This month’s U.N. climate summit – COP29 in Baku, Azerbaijan – has been dubbed the “climate finance COP” for its central goal: to agree on how much money should go each year to helping developing countries cope with climate-related costs.

That discussion could be tough following Tuesday’s re-election of former U.S. President Donald Trump, a climate denier whose campaign vowed to remove the top historic greenhouse gas emitter and leading oil and gas producer from the landmark 2015 Paris Agreement to fight climate change for a second time.

COP29 delegates will also be looking to advance other deals made at previous summits.

Here are some of the top agenda items for the Nov. 11-22 summit.

Climate finance

The acronym dominating this year’s summit is NCQG – which stands for the New Collective Quantified Goal.

That refers to the new annual climate financing target, which is meant to kick in when the current $100 billion pledge expires at the end of this year.

Wealthy nations have only sometimes met that annual goal since 2020, leading to growing mistrust among the world’s climate-vulnerable nations.

As COP29 aims to set a much higher target for the years ahead, wealthy nations insist the money cannot come entirely from their budgets.

Instead, they are discussing a far more complex effort that would involve reforming the global multilateral lending complex in ways that de-escalate climate-linked financial risks and encourage more private capital.

It is unclear how much of the total annual target would be offered by rich nations. Also unresolved is whether fast-developing nations like China or the Middle East Gulf oil states should also contribute, a position championed by the United States and European Union.

By reforming the global banking system, countries hope to drive up the annual climate finance sum. U.N. agencies estimate that trillions of dollars are needed yearly, but officials with the COP29 host Azerbaijan said that a number in the “hundreds of billions” has a more realistic chance of being approved by consensus.

Fossil fuel transition

Last year’s COP28 summit in Dubai ended with countries agreeing for the first time to “transition away from fossil fuels in energy systems.”

Since then, however, both fossil fuel use and export sales have continued to rise globally, while new areas have been approved for oil and gas production in countries like Azerbaijan, the United States, Namibia, and Guyana.

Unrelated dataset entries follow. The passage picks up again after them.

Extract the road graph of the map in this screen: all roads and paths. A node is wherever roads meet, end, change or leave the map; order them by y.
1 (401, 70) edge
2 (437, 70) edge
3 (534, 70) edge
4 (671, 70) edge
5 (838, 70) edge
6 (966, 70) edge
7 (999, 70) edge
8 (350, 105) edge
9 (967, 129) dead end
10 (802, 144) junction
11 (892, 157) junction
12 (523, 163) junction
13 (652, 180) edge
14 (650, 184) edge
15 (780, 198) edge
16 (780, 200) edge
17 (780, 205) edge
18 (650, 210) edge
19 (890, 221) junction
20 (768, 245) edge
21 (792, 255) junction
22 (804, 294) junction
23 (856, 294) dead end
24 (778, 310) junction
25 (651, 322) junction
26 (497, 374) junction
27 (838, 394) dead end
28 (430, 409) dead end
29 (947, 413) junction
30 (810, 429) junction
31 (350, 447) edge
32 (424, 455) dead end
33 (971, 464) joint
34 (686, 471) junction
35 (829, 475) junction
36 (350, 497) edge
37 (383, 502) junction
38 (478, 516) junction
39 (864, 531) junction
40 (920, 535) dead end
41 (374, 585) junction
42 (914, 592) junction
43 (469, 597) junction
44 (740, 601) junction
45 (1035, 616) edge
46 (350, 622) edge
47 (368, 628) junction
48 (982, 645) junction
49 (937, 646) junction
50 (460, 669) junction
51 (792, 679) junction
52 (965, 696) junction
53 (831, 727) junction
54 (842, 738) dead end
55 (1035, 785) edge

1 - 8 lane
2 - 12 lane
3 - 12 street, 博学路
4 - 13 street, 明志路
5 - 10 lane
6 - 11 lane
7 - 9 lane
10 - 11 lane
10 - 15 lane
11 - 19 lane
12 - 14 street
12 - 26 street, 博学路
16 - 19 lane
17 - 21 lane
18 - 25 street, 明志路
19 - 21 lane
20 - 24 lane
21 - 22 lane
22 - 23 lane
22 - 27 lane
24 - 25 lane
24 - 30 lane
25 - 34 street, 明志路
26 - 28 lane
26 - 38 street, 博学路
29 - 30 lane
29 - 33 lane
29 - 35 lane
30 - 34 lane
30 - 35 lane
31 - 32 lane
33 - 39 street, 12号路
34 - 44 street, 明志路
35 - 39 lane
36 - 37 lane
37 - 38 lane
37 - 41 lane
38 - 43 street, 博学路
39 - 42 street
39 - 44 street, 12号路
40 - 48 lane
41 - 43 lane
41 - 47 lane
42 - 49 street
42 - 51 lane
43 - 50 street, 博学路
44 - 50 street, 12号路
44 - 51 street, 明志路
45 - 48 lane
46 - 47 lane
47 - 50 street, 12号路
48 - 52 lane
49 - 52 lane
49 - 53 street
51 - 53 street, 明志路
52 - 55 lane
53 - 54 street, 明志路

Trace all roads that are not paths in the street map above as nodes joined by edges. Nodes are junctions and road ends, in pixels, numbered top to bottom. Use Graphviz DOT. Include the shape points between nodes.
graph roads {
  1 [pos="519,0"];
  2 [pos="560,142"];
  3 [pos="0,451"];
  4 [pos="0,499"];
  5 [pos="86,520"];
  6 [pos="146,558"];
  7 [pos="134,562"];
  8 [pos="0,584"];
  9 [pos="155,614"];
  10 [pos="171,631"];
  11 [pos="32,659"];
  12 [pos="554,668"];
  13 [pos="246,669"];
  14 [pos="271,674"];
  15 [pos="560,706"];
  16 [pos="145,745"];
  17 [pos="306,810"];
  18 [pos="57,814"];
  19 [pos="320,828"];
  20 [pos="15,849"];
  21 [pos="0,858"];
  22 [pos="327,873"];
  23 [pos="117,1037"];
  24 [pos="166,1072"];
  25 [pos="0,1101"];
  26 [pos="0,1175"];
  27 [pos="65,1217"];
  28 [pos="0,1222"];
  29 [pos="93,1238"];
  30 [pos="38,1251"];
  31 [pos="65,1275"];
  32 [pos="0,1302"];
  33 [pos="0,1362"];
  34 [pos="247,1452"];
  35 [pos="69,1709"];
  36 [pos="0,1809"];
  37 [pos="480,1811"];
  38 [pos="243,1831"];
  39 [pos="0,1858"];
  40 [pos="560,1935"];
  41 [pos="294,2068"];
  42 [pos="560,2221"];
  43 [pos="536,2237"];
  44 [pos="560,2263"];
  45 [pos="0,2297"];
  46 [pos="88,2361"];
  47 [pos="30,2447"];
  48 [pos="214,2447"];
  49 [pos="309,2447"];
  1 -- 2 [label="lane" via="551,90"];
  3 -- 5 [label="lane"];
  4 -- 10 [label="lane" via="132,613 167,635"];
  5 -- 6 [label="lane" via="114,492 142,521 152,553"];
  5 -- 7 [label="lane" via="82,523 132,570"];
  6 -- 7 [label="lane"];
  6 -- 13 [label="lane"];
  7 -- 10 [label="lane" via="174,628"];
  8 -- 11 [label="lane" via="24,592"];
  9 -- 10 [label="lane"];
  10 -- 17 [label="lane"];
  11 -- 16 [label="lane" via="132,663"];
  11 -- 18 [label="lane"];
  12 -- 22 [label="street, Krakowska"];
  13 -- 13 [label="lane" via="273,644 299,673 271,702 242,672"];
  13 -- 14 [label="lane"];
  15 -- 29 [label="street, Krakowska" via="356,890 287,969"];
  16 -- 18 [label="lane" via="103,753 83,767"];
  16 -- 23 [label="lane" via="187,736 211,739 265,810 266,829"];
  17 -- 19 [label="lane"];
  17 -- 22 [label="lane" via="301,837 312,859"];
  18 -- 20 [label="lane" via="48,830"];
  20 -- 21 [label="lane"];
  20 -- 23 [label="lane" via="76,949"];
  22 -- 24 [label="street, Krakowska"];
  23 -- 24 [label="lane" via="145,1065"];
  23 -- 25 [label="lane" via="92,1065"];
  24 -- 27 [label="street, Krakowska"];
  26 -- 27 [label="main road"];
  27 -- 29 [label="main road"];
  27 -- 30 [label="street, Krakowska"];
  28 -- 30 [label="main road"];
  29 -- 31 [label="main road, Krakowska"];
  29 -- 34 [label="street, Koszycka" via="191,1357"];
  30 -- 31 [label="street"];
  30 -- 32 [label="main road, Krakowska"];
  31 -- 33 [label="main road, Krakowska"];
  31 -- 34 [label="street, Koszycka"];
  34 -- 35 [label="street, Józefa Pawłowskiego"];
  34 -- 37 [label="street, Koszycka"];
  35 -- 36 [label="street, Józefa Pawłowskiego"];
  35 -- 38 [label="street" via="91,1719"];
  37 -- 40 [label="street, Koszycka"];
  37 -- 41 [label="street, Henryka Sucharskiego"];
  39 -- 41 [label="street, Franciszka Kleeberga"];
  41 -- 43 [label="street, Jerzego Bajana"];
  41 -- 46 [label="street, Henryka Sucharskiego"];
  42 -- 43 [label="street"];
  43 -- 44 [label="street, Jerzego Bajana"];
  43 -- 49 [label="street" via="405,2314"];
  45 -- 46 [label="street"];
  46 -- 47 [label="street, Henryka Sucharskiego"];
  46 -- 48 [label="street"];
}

With countries and companies unclear in their resolve to quit coal, oil and gas, negotiators said COP29 was unlikely to deliver timelines or stronger language on fossil fuels, though some countries might push for a halt in new coal plant permitting.

Countries will also be discussing progress in their pledge to triple renewable energy capacity and double energy efficiency, as a way of easing demand for fossil fuels.

Rules for carbon market

Governments are eager to resolve rules for trading carbon credits earned through the preservation of forests and other natural carbon sinks.

While these credits are meant to be issued to nations as optional offsets to their countries’ emissions, they can also be traded on open markets. Business leaders are looking for COP29 to set rules for guaranteeing transparency and environmental integrity in projects logged with the Paris Agreement Crediting Mechanism (PACM).

Still to decide are key issues including how the PACM supervisory body will set standards, if credits should be evaluated before being traded, and whether and when credits can be revoked.

Boosting transparency

Azerbaijan hopes countries will submit their first climate action progress reports during the summit ahead of a Dec. 31 deadline, but it is unclear if countries will do so.

These so-called Biennial Transparency Reports (BTRs) are meant to describe a country’s progress in reaching its climate goals – and how much further they need to go in setting fresh goals by February. As it stands, national pledges to cut emissions still fall far short of what is needed, the U.N. said last week.

The BTRs will also offer insight into how much finance is currently needed in developing countries, both for transitioning their economies away from fossil fuels and for adapting to the conditions of a warmer world.

Adaptation in focus

Countries last year committed to a framework of guidelines for national plans to help people adapt to climate disruptions such as warmer days, rising sea levels or parched farmlands.

But the framework for adaptation lacks details, such as quantifiable targets for measuring progress or strategies for linking projects with climate finance.

Countries hope to set more specific adaptation goals during COP29.

Money for loss and damage

Two years since Egypt’s COP27 summit agreed to help poor countries with the costs of climate-driven disasters like extreme floods, storms or drought, about $660 million has been mobilized through the newly created Fund For Responding To Loss and Damage, that will be headquartered in the Philippines.

Climate-vulnerable countries will call on wealthy nations to offer more for the fund.